Sorry for asking this silly question. I am experimenting with the Keras framework, and due to convergence issues in a much more involved set-up, I am now proceeding step-by-step.
I set up a very simple 1 node neural net with relu. Depending on how I set it up, however, the relu behaves as expected, or incorrectly as a linear identity mapping.
Solution 1: input node -> identity pass through to node with relu activation -> identity pass through to output node [black curve in picture below]
Solution 2: input node -> identity pass through to output node with relu activation [red = blue curve in picture below]
Solution 3: input node -> identity pass through -> relu activation -> identity pass through to output node [blue = red curve in picture below]
Any clue as to why solution 1 does not work? [red and blue curve overlap in the output picture below]
I find it worrying that the RELU function functions differently if put into the network at different position or in different ways.
NB: GELU/SIGMOID/etc do not seem to be affected by this issue; just set mm = "sigmoid" or mm = "gelu" below.
#### load libraries
library(tensorflow)
library(keras)
#### define a simple test grid
x = as_tensor(-5+10*(1:1e3)/1e3, dtype = tf$float32)
#### direct pass through of the input to output
dum1 = list(matrix(1,1,1), as.array(0, dim = 1))
mm = "relu"
#### does not work as planned; yields linear, not RELU ####
model <- keras_model_sequential(input_shape = c(1, 1)) %>%
layer_flatten() %>%
layer_dense(1, activation = mm, weights = dum1) %>%
layer_dense(1, weights = dum1)
plot(x,predict(model, x), type = "l", col = "black")
#### works as planned ####
model <- keras_model_sequential(input_shape = c(1, 1)) %>%
layer_flatten() %>%
layer_dense(1, activation = mm, weights = dum1)
lines(x,predict(model, x), type = "l", col = "red")
#### works as planned ####
model <- keras_model_sequential(input_shape = c(1, 1)) %>%
layer_flatten() %>%
layer_activation_relu() %>%
layer_dense(1, weights = dum1)
lines(x,predict(model, x), type = "l", col = "blue")
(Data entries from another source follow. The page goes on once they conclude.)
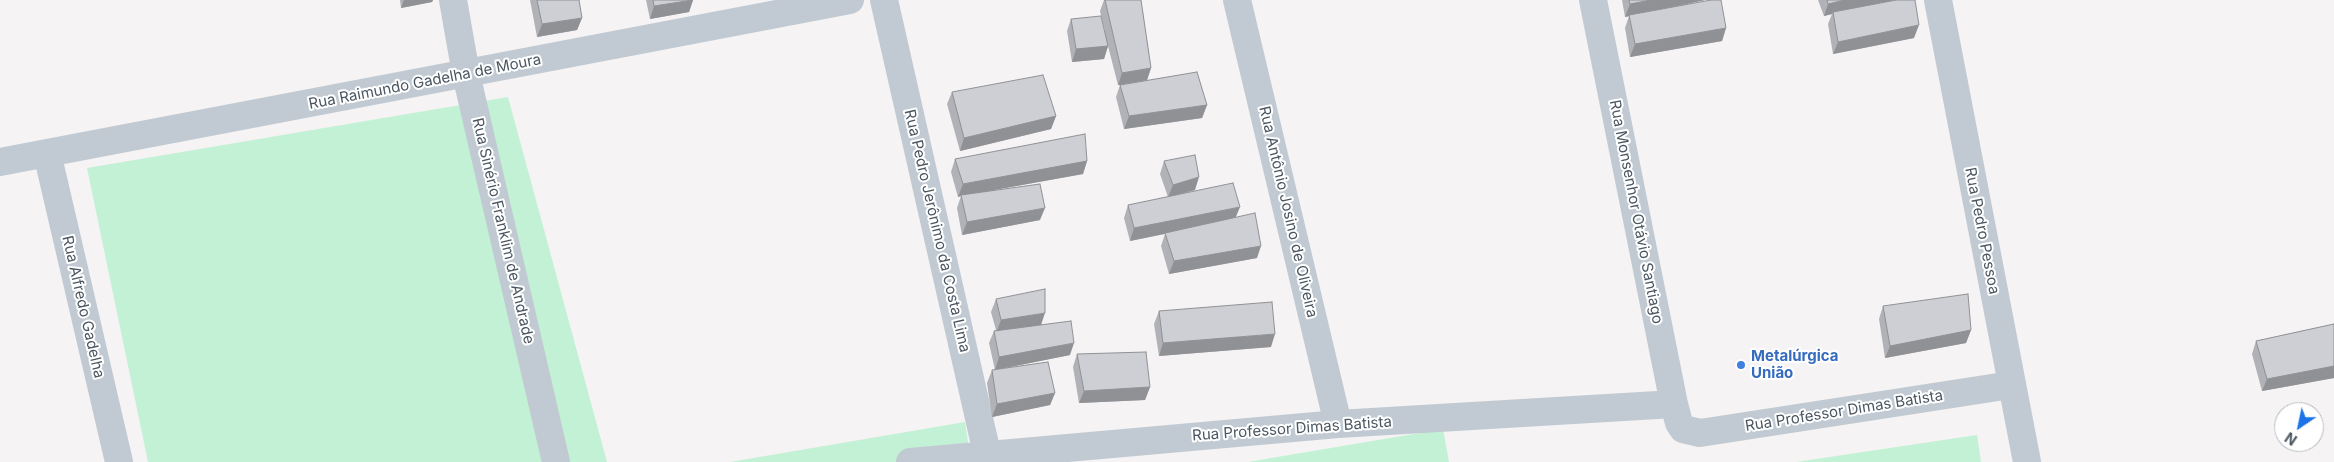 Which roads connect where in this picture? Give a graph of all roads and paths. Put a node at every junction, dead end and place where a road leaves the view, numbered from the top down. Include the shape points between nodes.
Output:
1 (453, 0) edge
2 (850, 0) edge
3 (884, 0) edge
4 (1237, 0) edge
5 (1593, 0) edge
6 (1938, 0) edge
7 (466, 74) junction
8 (47, 152) junction
9 (0, 162) edge
10 (2011, 385) junction
11 (1677, 414) junction
12 (1338, 424) junction
13 (989, 458) edge
14 (119, 462) edge
15 (556, 462) edge
16 (910, 462) edge
17 (2027, 462) edge

1 - 7 street, Rua Sinério Franklim de Andrade
2 - 7 street, Rua Raimundo Gadelha de Moura
3 - 13 street, Rua Pedro Jerônimo da Costa Lima
4 - 12 street, Rua Antônio Josino de Oliveira
5 - 11 street, Rua Monsenhor Otávio Santiago
6 - 10 street, Rua Pedro Pessoa
7 - 8 street, Rua Raimundo Gadelha de Moura
7 - 15 street, Rua Sinério Franklim de Andrade
8 - 9 street, Rua Raimundo Gadelha de Moura
8 - 14 street, Rua Alfredo Gadelha
10 - 11 street, Rua Professor Dimas Batista via 1700,433 1683,429
10 - 17 street, Rua Pedro Pessoa
11 - 12 street, Rua Professor Dimas Batista
12 - 13 street, Rua Professor Dimas Batista
13 - 16 street, Rua Professor Dimas Batista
output picture of this code; red and blue overlap
I googled for different answers and manuals to no avail. Above is my issue stripped to the bear essentials.
For all weights being 1, this means that the output of the neuron (before ReLU) is just the sum of the inputs.
Now, let's consider the effect of ReLU on this sum of inputs:
Given this behavior, if the sum of the inputs (which is the sum of x, and since some x are negative) is negative, ReLU will set it to zero, but if the sum is positive, ReLU will leave it unchanged.
Hence, with weights set to 1, the ReLU activation in this scenario behaves as a linear transformation for positive or zero inputs and sets negative inputs to zero, which might give the appearance of a linear response across the range of input values.
Note: I do not have R on my computer, could you check whether this is the reason, by monitoring the sum of your inputs?